The precursors used in the synthesis of 188 Re-labeled HDD/Lipiodol were obtained from ABX GmbH, Germany, and HEDP kit was obtained from Polatom. All other reagents used in labeling were of analytical grade.
Synthesis of Re-188 labeled HDD/Lipiodol, HEDP and tin colloid was carried out by designated skilled personnel at the radiopharmacy laboratory of the Department of Nuclear Medicine, FMRI, Gurgaon, Haryana, India. Radiopharmacist stood behind the L-bench during preparation with a lead equivalent glass insert and took care of the three cardinal principles of radiation safety and followed the time, distance, and shielding approach to minimize the radiation exposure. Data were collected for 6 syntheses of 188 Re-HDD/Lipiodol, 4 for 188 Re-HEDP, and 3 for 188 Re-tin colloid followed by the quality control procedure.
A survey meter (Inspector) was used to measure the radiation level in the radiopharmacy laboratory before the start of labeling procedure by keeping it at the location where the radiopharmacist normally stands during preparation. The radiation survey meter was calibrated at the accredited laboratory Nuvia (India). The survey meter was also checked periodically for its accuracy by measuring the exposure rate at 2 meters from the known activity of I-131. The pocket dosimeter (MyDose mini-ALOKA) was given to the radiopharmacist performing the labeling of Re-188 labeled compounds which was placed at chest level. All radiopharmaceuticals were synthesized by a single radiopharmacist to avoid any operator discrepancy. Radiopharmacist performed three steps of task in the preparation Re-188 pharmaceuticals. The first step was the elution of activity from the generator. It was done with three different volumes of saline - 2 ml, 1.5 ml, and then 2.5 ml. The first sample of 2 ml was usually discarded and then, the remaining activity was used according to the requirement. The total amount of radioactivity handled during labeling and the duration of each labeling procedure was noted. The second step was to perform the labeling according to the protocols which involves mixing, heating, and finally, the dose dispensing. The third step was to perform the quality control procedures. Radiochemical purity was determined by thin layer chromatography using different solid and mobile phases. The total radiation dose received by the radiopharmacist was timed from the first step and ending when the radiopharmacist finally prepared the dose for injection. The amount of activity eluted and the dose received during elution was also noted separately as the amount of activity eluted and used for synthesis was sometimes different. The radiation doses received by the radiopharmacist were read directly from the dosimeter and time and dose for each step was recorded.

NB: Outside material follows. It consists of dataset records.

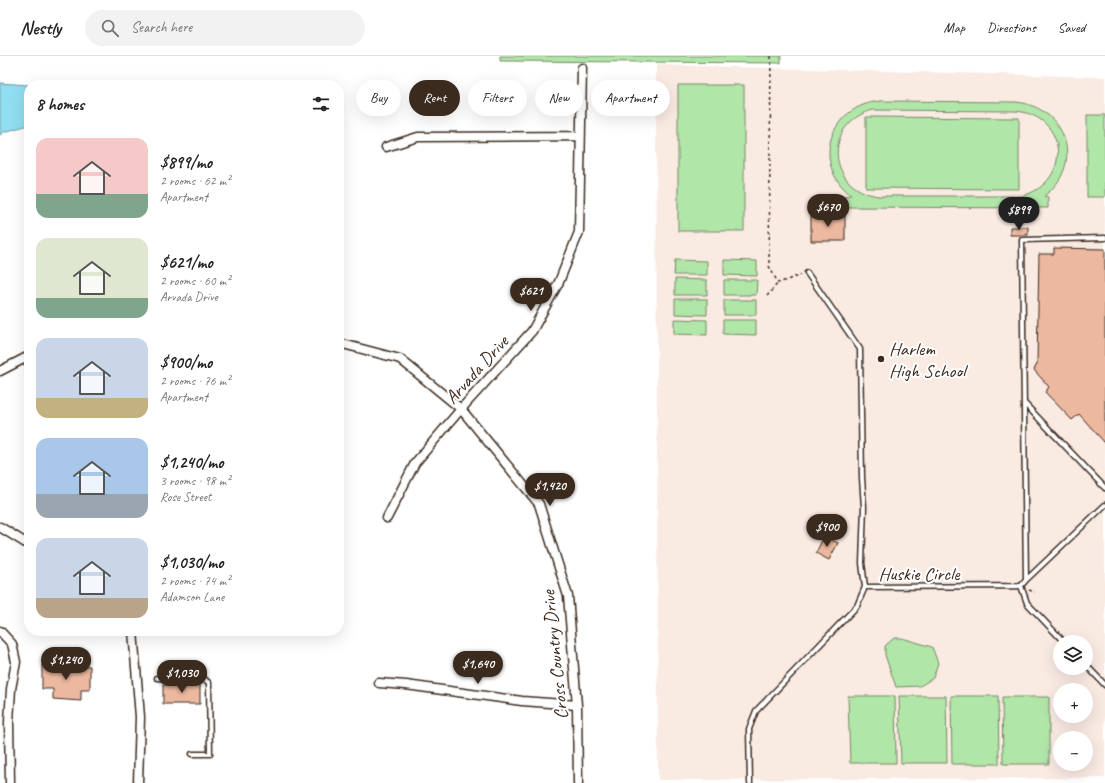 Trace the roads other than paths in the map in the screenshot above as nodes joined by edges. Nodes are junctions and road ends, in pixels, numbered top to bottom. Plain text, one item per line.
1 (582, 68) dead end
2 (580, 136) junction
3 (386, 147) dead end
4 (1105, 238) edge
5 (807, 273) road end
6 (344, 344) edge
7 (24, 358) edge
8 (0, 370) edge
9 (1025, 404) junction
10 (461, 409) junction
11 (1105, 488) edge
12 (1105, 505) edge
13 (387, 518) dead end
14 (0, 527) edge
15 (24, 542) edge
16 (1026, 580) junction
17 (1021, 586) junction
18 (865, 587) junction
19 (0, 631) edge
20 (1057, 635) edge
21 (133, 636) edge
22 (1093, 672) edge
23 (156, 678) dead end
24 (379, 683) dead end
25 (1105, 685) edge
26 (577, 705) junction
27 (192, 754) dead end
28 (10, 783) edge
29 (138, 783) edge
30 (578, 783) edge
31 (750, 783) edge

1 - 2 street, Arvada Drive
2 - 3 street
2 - 10 street, Arvada Drive
4 - 9 lane
5 - 18 lane
6 - 10 street, Cross Country Drive
7 - 8 street
9 - 11 lane
9 - 16 lane
10 - 13 street, Arvada Drive
10 - 26 street, Cross Country Drive
12 - 16 lane
14 - 15 street
16 - 17 lane
17 - 18 lane, Huskie Circle
17 - 20 lane
18 - 31 lane, Huskie Circle
19 - 28 street
21 - 29 street
22 - 25 lane
23 - 27 lane
24 - 26 street
26 - 30 street, Cross Country Drive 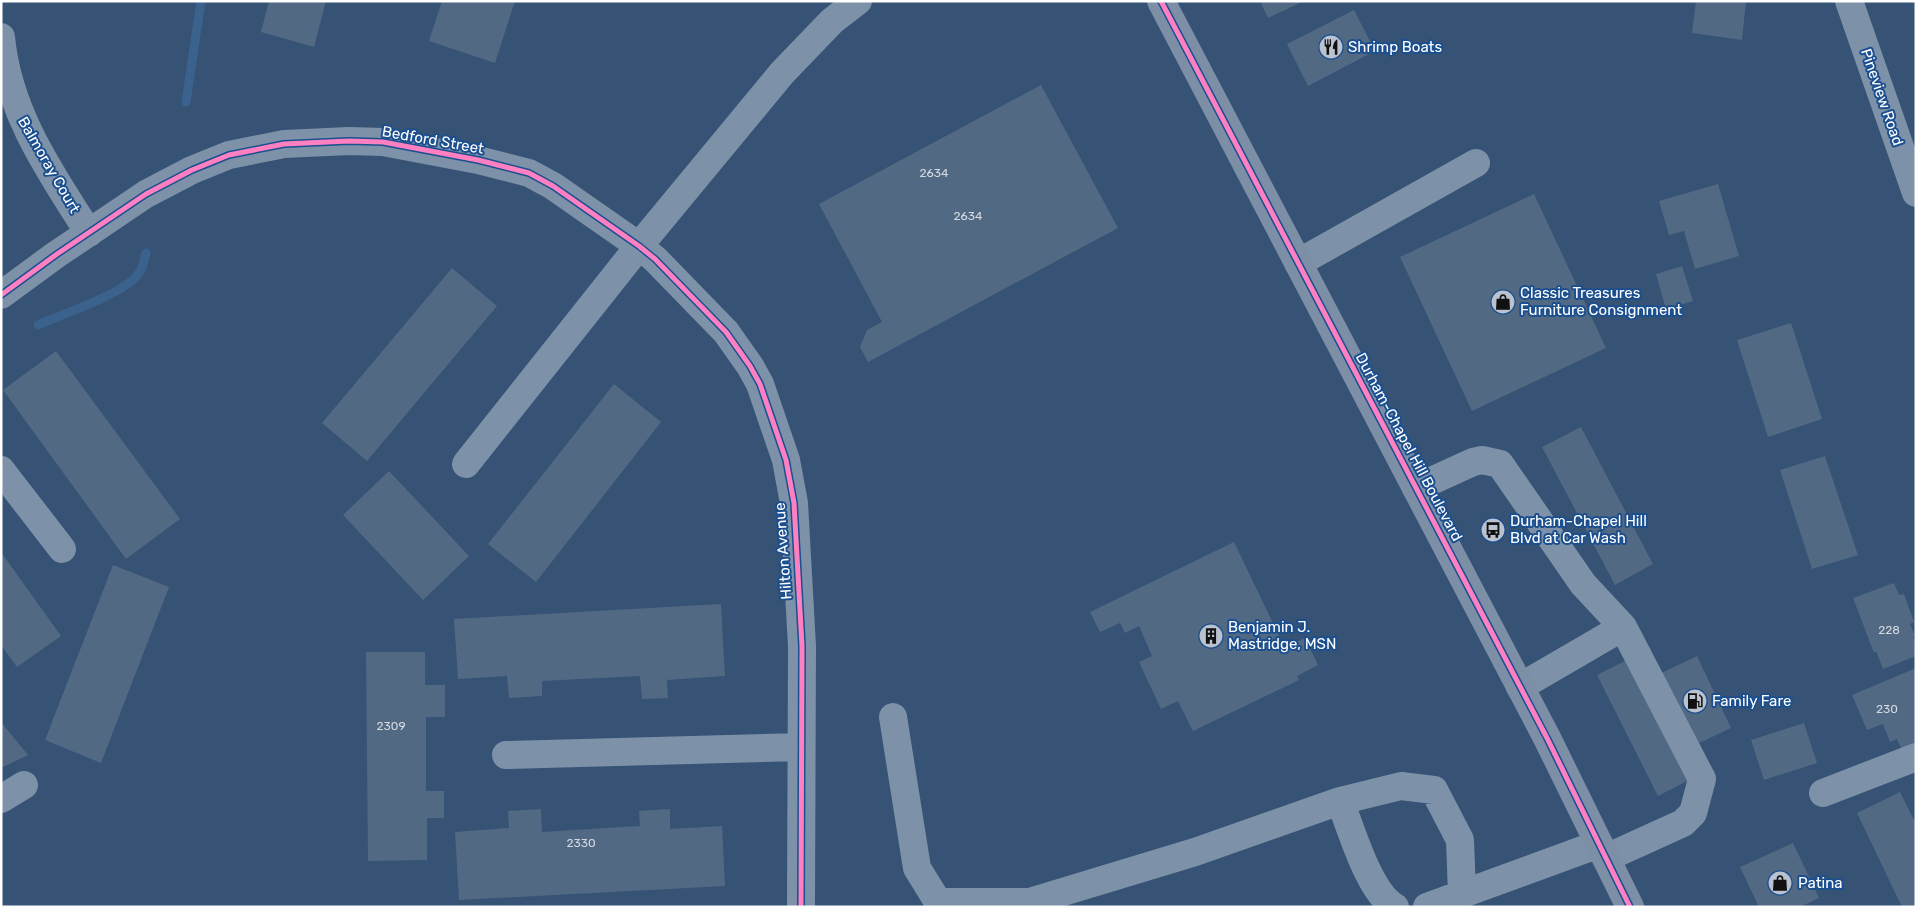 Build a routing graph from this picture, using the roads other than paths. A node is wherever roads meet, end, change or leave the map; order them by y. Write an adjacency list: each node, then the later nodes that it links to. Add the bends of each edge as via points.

For 188 Re-HEDP, 2960–3700 MBq (80–100 mCi) ReO4- in 1–2 ml was added to the cold kit and the reconstituted solution was then heated in boiling water for 25 min. After heating, the solution was allowed to cool at room temperature and following that 2 ml of acetate buffer were added. Radiochemical purity was determined using Whatman paper no. 1 as solid phase and saline and acetone as mobile phases. The percentages of different entities were determined and a labeling efficiency of >95% was ensured before intravenous injection into the patient.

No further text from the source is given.